I do eliminate the rafters and some lights for my web page stories though. No fault there. It's my story, my photo, my layout. I don't see that as any different than adding a flood light and turning off the overheads. People who see my web site know that. At least I don't make a secret of it. It just looks nicer.

I did do a What's New a little while back that was purely an overview so I backed off and let it all hang out. I think viewers got a better perspective of the basement from that but when I returned to my fictional story line it was back to nice 'power tool clean' close-up photos. 

Those vehicles are all diecast models from WalMart type retailers. I expect they are all 1/24th scale but there might be a 1/25th in there as well. Hear's the deal. The buildings are 1/24th scale. The people are 1/24th scale. The trains are 1/29th scale all by themselves. I know that 1/32nd scale is 'closer' to 1/29th scale than it is to 1/24th scale (It is isn't it?) but it just looked all wrong. So 1/32nd stuff went out at a garage sale and I'm glad it did. 

There are also plenty of 1/24th scale vehicles on the market and the plastic modellers world has a great selection of modern, finely detailed and proportioned 1/24th scale figures. No ugly brides, cowboys and fat policemen.

Just a point about the power lines. I found that large spools of button hole thread is very inexpensive and it doesn't seem to attract the 'fuzzes' like some threads do. A thousand feet was about $7.00. Put a little plastic glue on a pole, wait a few seconds and run the thread to the next pole, wrap it around the 'insulator twice leaving a slight droop and move on to the next pole. Repeat and glue every 3rd pole. Start nearest the pole and work your way out to the ends. A long boring job but don't start until all your scenery is finished. 

The latest What's New is on my web site. Drop by when you can. Heck! There was even a two part HO story in there. You know. For the less pure of heart.


----------



## Koploper (Apr 3, 2011)

Wow! Clearly you have the layout that every night I dream of one day having.


----------



## Jerry Barnes (Jan 2, 2008)

Nice work there. I'm not too big on indoor railroads but yours sure looks nice, might have to change my mind!


----------



## dawinter (Jan 2, 2008)

I had indoor (N scale) for 25+ years before I started this silliness and I was really in love with outdoor trains for three years after that. Loved most was the changing light as the morning changed to afternoon and then to evening.
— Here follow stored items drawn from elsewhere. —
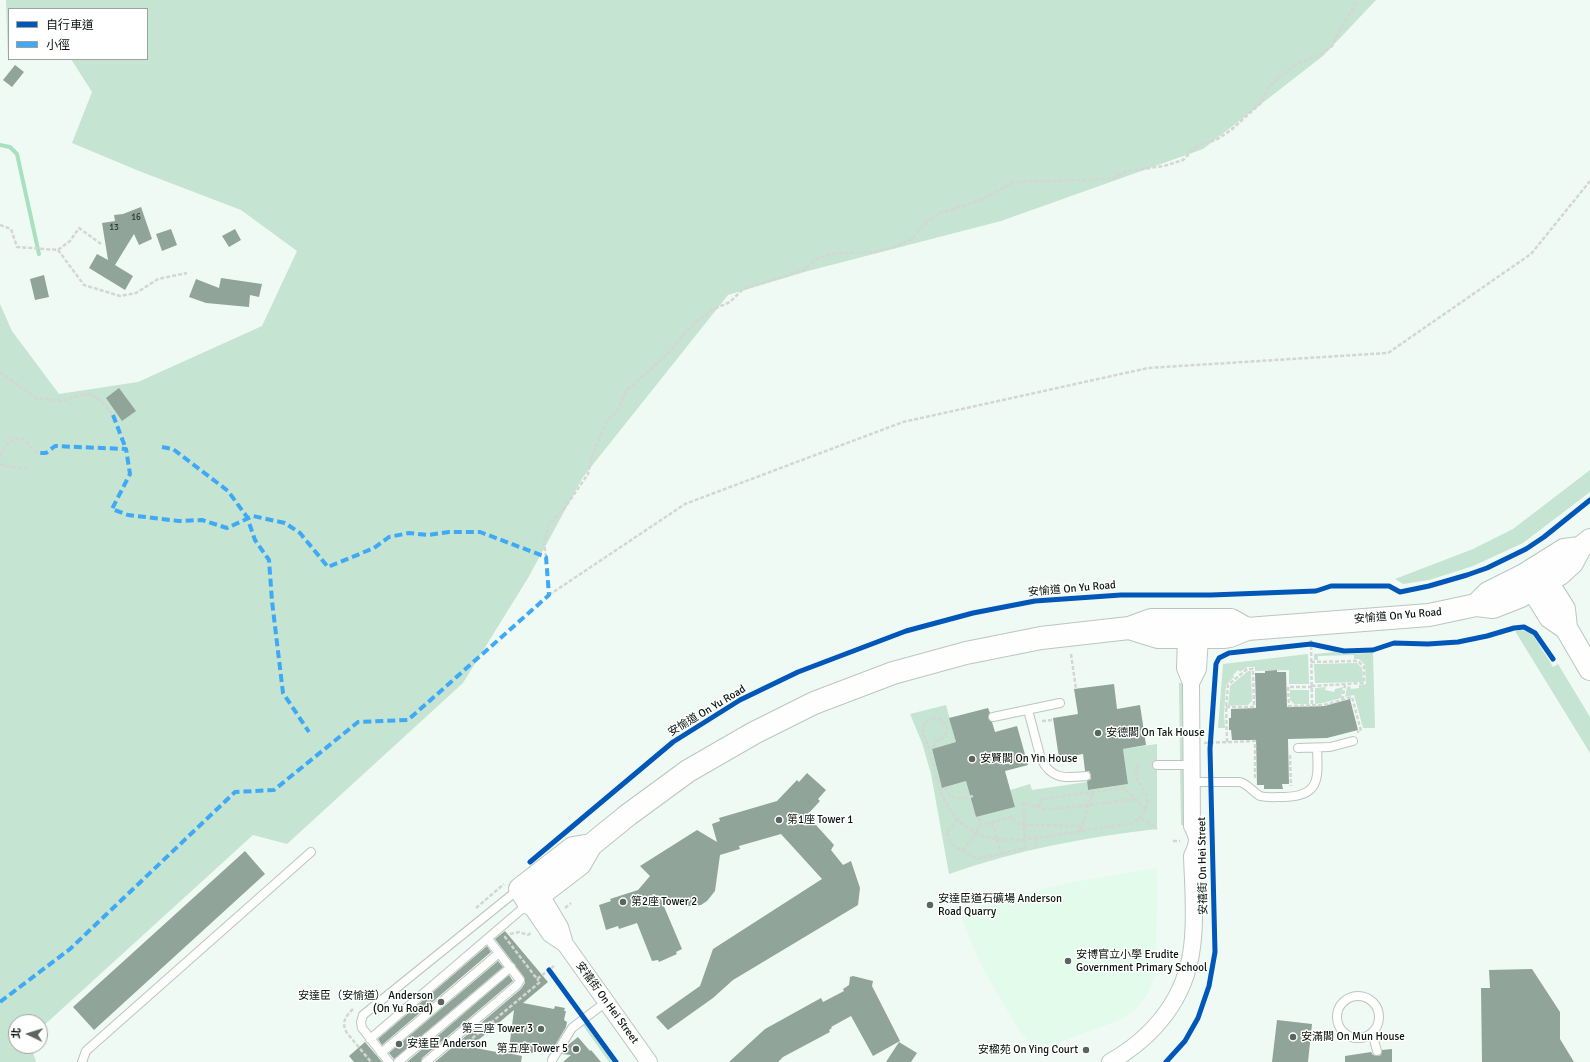 <!DOCTYPE html>
<html>
<head>
<meta charset="utf-8">
<style>
  body { margin:0 }
  #map { position:relative; width:1590px; height:1062px; overflow:hidden; background:#f0faf4; font-family:Signika,"Noto Sans TC",sans-serif }
  canvas { display:block }
  .legend { position:absolute; left:8px; top:8px; width:140px; height:52px; box-sizing:border-box; background:#fff; border:1px solid #9da19f; margin:0; padding:5px 7px; list-style:none; font-size:12px; color:#0b150f }
  .legend li { display:flex; align-items:center; gap:8px; height:20px }
  .legend b { width:20px; border:1px solid #9da19f }
  .north { position:absolute; left:8px; top:1014px; width:40px; height:40px; box-sizing:border-box; background:#fff; border:1px solid #9da19f; border-radius:50%; rotate:274deg; font-size:11px; font-weight:700; line-height:16px; text-align:center; color:#0b150f }
  .north::after { content:''; display:block; margin:auto; width:14px; height:18px; background:#5b655f; clip-path:polygon(50% 0,100% 100%,50% 72%,0 100%) }
</style>
</head>
<body>
<div id="map">
<canvas width="1590" height="1062"></canvas>
<ul class="legend">
<li><b style="height:5px;background:#0057b8"></b>自行車道</li>
<li><b style="height:5px;background:#3fa9f5"></b>小徑</li>
</ul>
<div class="north">北</div>
</div>
<script>
const ctx = document.querySelector('canvas').getContext('2d');
ctx.lineJoin = 'round';
function paint(path, color) {
  ctx.fillStyle = color;
  ctx.fill(path, 'evenodd');
}
function stroke(path, color, width, dash) {
  ctx.strokeStyle = color;
  ctx.lineWidth = width;
  ctx.lineCap = dash ? 'butt' : 'round';
  ctx.setLineDash(dash || []);
  ctx.stroke(path);
}
function drawText(font, color, halo, rows, align = 'center') {
  ctx.font = font + ' Signika,"Noto Sans TC",sans-serif';
  ctx.lineWidth = 3;
  ctx.setLineDash([]);
  ctx.textBaseline = 'middle';
  ctx.strokeStyle = halo;
  ctx.fillStyle = color;
  for (const [text, x, y, turn = 0] of rows) {
    ctx.save();
    ctx.translate(x, y);
    ctx.rotate((+turn || 0) * Math.PI / 180);
    ctx.textAlign = isNaN(turn) ? turn : align;
    if (halo) ctx.strokeText(text, 0, 0);
    ctx.fillText(text, 0, 0);
    ctx.restore();
  }
}
const built = new Path2D(`
  M1157 868 1156 972 1149 992 1137 1008 1120 1020 1035 1051 1017 1027 987 976 974 950 960 913 1024 893 1069 883Z`);
const green = new Path2D(`
  M6 0H1376L1323 56 1203 149 1001 221 808 271 728 295 583 477 528 578 463 683 287 844 253 835 40 1029V1022H16V1046H31L36 1062H0V304L12 331 59 394 138 382 262 326 297 251 241 210 139 171 72 143 92 92 71 59H147V9H9V59H11L8 61Z
  M1590 470V492L1523 543 1473 566 1429 580 1403 584 1395 579 1473 549 1513 529Z
  M1520 630 1529 632 1533 635 1553 667 1558 664 1590 717V753L1515 631Z
  M1336 652 1344 654 1373 653 1375 728H1363L1354 695 1345 697 1347 687 1350 686 1351 689 1359 688V685L1366 684 1365 665 1359 659H1354V655L1318 656V660H1314V654Z
  M1308 654 1309 684H1289V670L1255 671V667H1247L1240 672 1238 670 1233 675 1234 677 1226 685 1224 714 1225 728H1218L1223 664Z
  M1357 663 1362 668 1363 681 1361 682 1315 683 1314 664Z
  M1248 671H1251L1252 701 1248 705 1228 706 1230 686Z
  M1179 683H1185V761H1180Z
  M1326 687 1325 690 1334 692 1335 689 1343 687 1341 698 1323 703 1315 704V688Z
  M1290 690H1309V704H1294L1290 700Z
  M946 705 956 742 932 749 941 784 943 788 966 781 976 817 1015 807 1010 790 1030 784 1032 790 1087 782 1088 790 1128 784 1123 749 1157 744V829C1086 837 1017 850 949 874L931 774 922 743 910 714Z
  M1180 769H1185L1186 825H1181Z
  M585 1021 614 1062H609L582 1024Z`);
const stream = new Path2D(`
  M0 145 10 147 17 154 39 254`);
const building = new Path2D(`
  M15 65 24 72 12 87 3 80Z
  M141 207 152 239 139 245 134 234 115 265 133 276 125 290 89 268 97 254 108 260 102 223 115 221 114 215 123 214Z
  M171 229 177 245 162 251 156 234Z
  M235 229 241 240 229 247 222 236Z
  M44 275 49 297 35 300 30 279Z
  M221 278 262 284 259 297 250 295 249 307 206 303 189 297 196 279 219 288Z
  M119 388 136 411 122 421 106 398Z
  M1277 670V672H1286L1287 707 1324 706 1350 699 1358 730 1327 738 1288 739 1289 784H1282L1283 789H1264V785H1257L1256 740H1232L1231 730H1229V718H1231V709L1256 708 1255 673H1265V671Z
  M1114 684 1117 709 1140 705 1146 745 1123 749 1128 784 1088 790 1087 781 1091 779V775L1089 771H1085L1083 754 1059 758 1053 718 1078 714 1074 689Z
  M988 708 990 713 988 718 992 722 995 732 1017 726 1028 765 1005 771 1015 807 976 817 966 781 942 788 932 749 956 742 949 718Z
  M807 773 826 790 818 799 820 801 807 815 834 845 831 850 843 865 851 861 860 888 858 905 733 980 713 998 668 1030 656 1017 700 986 713 949 822 879 781 834 739 846 740 849 720 855 715 891 707 901 701 905 688 906 660 897 682 949 676 952 677 954 659 962 658 960 652 961 637 923 619 929 618 926 606 930 599 905 611 901 610 899 638 890 650 876 640 866 697 830 717 842 712 824 720 821 719 818 777 801 797 780 799 782Z
  M245 851 265 874 94 1030 73 1007Z
  M505 931 548 982 523 1003 554 1009 555 1006 565 1008 564 1011H566L564 1020 567 1022 566 1027 551 1052 537 1049V1051H534L533 1053 509 1049 514 1010 470 1047 502 1053 503 1049 513 1050 512 1054 522 1056 521 1062H435L521 989 525 983 524 977 495 939Z
  M487 946 491 952 382 1045 378 1039Z
  M498 961 503 967 394 1059 389 1053Z
  M1532 969 1560 1012V1039L1574 1062H1482L1481 988H1490L1489 970Z
  M509 975 513 981 422 1058 421 1062H407Z
  M853 976 873 981 872 986 900 1041 873 1056 851 1016 831 1027 832 1028 829 1030 830 1032 783 1057 778 1062H729L765 1029 821 998 823 1002 844 991 843 989 849 985 850 977Z
  M1277 1020 1312 1024 1308 1062H1272Z
  M578 1037 590 1051 591 1050 601 1062H563L571 1055 562 1054 568 1045Z
  M365 1042 377 1056 382 1062H354L349 1056Z
  M899 1042 917 1053 911 1062H886Z
  M1392 1049V1062H1345V1056L1371 1052 1373 1055 1378 1056 1381 1055 1382 1050Z`);
const path = new Path2D(`
  M0 225 11 229 17 247 58 250 70 241 79 228 101 244
  M58 250 84 285 120 296 136 293 158 279 187 273
  M0 372 36 398 62 401 81 395 91 394 103 403 113 415
  M0 456 6 445 15 438 23 439 37 453
  M0 464 10 467 28 469
  M546 557 544 543 549 524 566 506 588 474 592 456 607 421 620 407 626 391 670 352 683 335 698 320 714 309 730 302 743 289 804 270 818 258 837 253 875 252 894 247 911 240 925 223 940 213 979 201 1014 182 1112 179 1128 171 1164 166 1183 160 1198 145 1216 140 1231 130 1261 103 1269 86 1285 73 1300 62 1318 56 1332 46 1341 27 1349 16 1357 0
  M549 595 685 504 903 422 1148 368 1388 353 1531 254 1590 181
  M1311 640 1312 705
  M1071 654 1076 689
  M1311 662 1358 661 1364 667V683L1312 686
  M1312 687H1288L1289 706 1324 705 1352 697 1361 731 1357 732
  M1342 700 1345 685
  M1226 707H1254L1253 669H1247L1228 685 1226 707 1227 742
  M1042 721 1053 720
  M1204 743 1255 741V780
  M934 748 935 742C943 738 947 736 947 727L942 720 933 718C915 725 926 738 930 751 935 770 938 791 949 808 976 851 1022 840 1063 834 1086 830 1109 827 1132 823 1147 816 1151 802 1143 789 1141 784 1136 780 1136 774 1136 771 1137 768 1138 765
  M1290 755 1291 786
  M1211 772V732
  M945 787C950 801 961 799 973 796
  M1038 808 1041 799 1124 788 1146 809
  M979 817 981 825 1011 817 1019 824 1026 825 1082 826
  M1141 818 1157 829
  M958 819 947 832 952 845 977 859 1025 848 1023 803 1047 810 1135 799
  M992 822 1001 854
  M1080 831 1093 792
  M1035 838 1037 849
  M1173 841H1180
  M963 851 981 825
  M1213 873V891
  M476 908 504 884
  M565 908 571 903
  M510 934 519 932 528 935 532 932
  M506 937H505L537 979 554 966
  M353 1009C345 1017 341 1023 347 1033L371 1062
  M463 1046 540 982 537 979
  M1166 1062 1174 1052`);
const lane = new Path2D(`
  M1028 710 1041 759C1052 780 1065 778 1086 776
  M993 717 1060 703
  M1298 748 1330 747 1353 741
  M1157 765H1193
  M1193 782H1240C1249 785 1253 792 1260 796 1267 798 1277 797 1285 797 1321 796 1318 777 1317 748
  M1337 1017a21 21 0 1 1 42 0a21 21 0 1 1-42 0Z
  M1372 1033 1377 1051
  M370 1039 529 903
  M381 1053 499 953
  M552 1060 572 1028 606 1002
  M82 1062 86 1051 311 852
  M389 1062 362 1028 361 1022 363 1015 519 889
  M398 1062 511 967
  M426 1062 517 985 520 980 488 939`);
const street = new Path2D(`
  M1191 683 1198 669 1200 637
  M541 895 560 927 565 944
  M529 903 550 934 565 944 649 1062
  M1110 1062C1154 1037 1186 998 1192 947 1196 918 1193 886 1192 856 1198 843 1199 839 1192 826L1191 683 1185 668 1186 637`);
const secondary = new Path2D(`
  M1540 571 1564 609 1566 628
  M1526 578 1550 617 1566 628 1590 669
  M1476 605 1488 593 1524 575 1564 550 1580 548
  M1129 628 1158 637H1223L1230 636 1247 629 1429 615 1476 605 1493 607 1521 596 1560 574 1572 563 1580 548 1590 540
  M591 845 573 848 520 889 529 903 580 864 591 845 628 815 688 771 754 733 814 703 893 673 966 653 1041 638 1129 628 1151 620H1231L1247 629`);
const quiet = new Path2D(`
  M113 415 126 449
  M162 447 173 449 228 491 247 517 255 540 269 560 272 601 283 693 309 732
  M0 1002 70 949 235 792 274 790 358 722 408 720 549 595 546 557 480 532H449L428 535 409 533 389 537 374 548 328 567 300 533 285 523 253 516 227 528 202 520 179 521 128 515 112 509 130 474 126 449 55 446 46 453H37`);
const cycleway = new Path2D(`
  M530 862 673 742 740 700 798 672 906 631 973 613 1035 601 1121 595H1211L1316 591 1331 586H1389L1400 592 1429 586 1467 575 1487 568 1526 549 1544 537 1590 500
  M549 970 616 1062
  M1166 1062 1185 1041 1198 1018 1209 986 1215 952 1210 749 1216 664 1219 658 1229 653 1311 644 1344 651 1373 650 1394 643 1428 644 1458 642 1487 636 1514 628 1524 627 1535 633 1553 659`);
const markers = [
  [1098,733,4,"#5b655f"],
  [972,759,4,"#5b655f"],
  [779,820,4,"#5b655f"],
  [623,902,4,"#5b655f"],
  [930,905,4,"#5b655f"],
  [1068,961,4,"#5b655f"],
  [441,1002,4,"#5b655f"],
  [541,1029,4,"#5b655f"],
  [1293,1037,4,"#5b655f"],
  [399,1044,4,"#5b655f"],
  [576,1049,4,"#5b655f"],
  [1086,1050,4,"#5b655f"]
];
const numberNames = [
  ["16",136,218],
  ["13",114,228]
];
const streetNames = [
  ["安愉道 On Yu Road",1072,589,-5],
  ["安愉道 On Yu Road",1398,616,-5],
  ["安愉道 On Yu Road",707,711,-31],
  ["安禧街 On Hei Street",1203,866,-91],
  ["安禧街 On Hei Street",607,1003,54]
];
const poiNames = [
  ["安德閣 On Tak House",1106,733],
  ["安賢閣 On Yin House",980,759],
  ["第1座 Tower 1",787,820],
  ["安達臣道石礦場 Anderson",938,899],
  ["Road Quarry",938,912],
  ["第2座 Tower 2",631,902],
  ["安博官立小學 Erudite",1076,955],
  ["Government Primary School",1076,968],
  ["安達臣（安愉道） Anderson",433,996,"right"],
  ["(On Yu Road)",433,1009,"right"],
  ["第三座 Tower 3",533,1029,"right"],
  ["安滿閣 On Mun House",1301,1037],
  ["安達臣 Anderson",407,1044],
  ["第五座 Tower 5",568,1049,"right"],
  ["安楹苑 On Ying Court",1078,1050,"right"]
];
paint(built, '#e2fbeb');
paint(green, '#c5e4d1');
stroke(stream, '#a9e1c0', 4);
paint(building, '#90a499');
stroke(lane, '#bcc6c0', 10);
stroke(street, '#bcc6c0', 18);
stroke(secondary, '#bcc6c0', 24);
stroke(path, '#d4d6d5', 2.5, [4, 2]);
stroke(lane, '#fdfefd', 8);
stroke(street, '#fdfefd', 16);
stroke(secondary, '#fdfefd', 22);
stroke(quiet, '#3fa9f5', 4, [8, 4]);
stroke(cycleway, '#0057b8', 5);
for (const [x, y, r, color] of markers) {
  const dot = new Path2D();
  dot.arc(x, y, r, 0, 2 * Math.PI);
  ctx.fillStyle = color;
  ctx.fill(dot);
  stroke(dot, '#fff', 1.5);
}
drawText('9px', '#2c3932', null, numberNames);
drawText('11px', '#0b150f', '#fff', streetNames);
drawText('11px', '#0b150f', '#fff', poiNames, 'left');
</script>
</body>
</html>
Always a different railroad. As a photo guy it was special. Then I noticed that my workshop test track got longer and longer and I added a bit of ground cover here and there. And I could play when it rained - or the track was to hot to touch. Then there was this new house and I was building it the way I wanted it built and there was 1400 sq ft of open basement ...... See how these things sometimes work out? Much appreciate the kind words though. Cheers. Dave


----------



## dawinter (Jan 2, 2008)

Oh and by the way. I can't say enough good things about your railway. I actually have that GRR issue in my 'save this' file because of the plan and the size of your layout. Just right in every way. Easy maintenance, access to everything and scenic points of view. Great work all around. Thanks for sharing all this. Dave


----------



## Elcamo (Dec 10, 2011)

Amazing layout, the snowplow caboose was very cool. Keep up the good work!


----------



## Tom Thornton (Nov 18, 2008)

I have been a fan of Daves railroad for a long time via his web site. Now we got to see the railroad in GR magazine. Very nice!

Daves attention to detail is great and the story that goes with the photoes is a real nice touch. Keep up the good work Dave and hope to see the areas that are unfinished brought to life. Thanks for the video too.

Tom Thornton


----------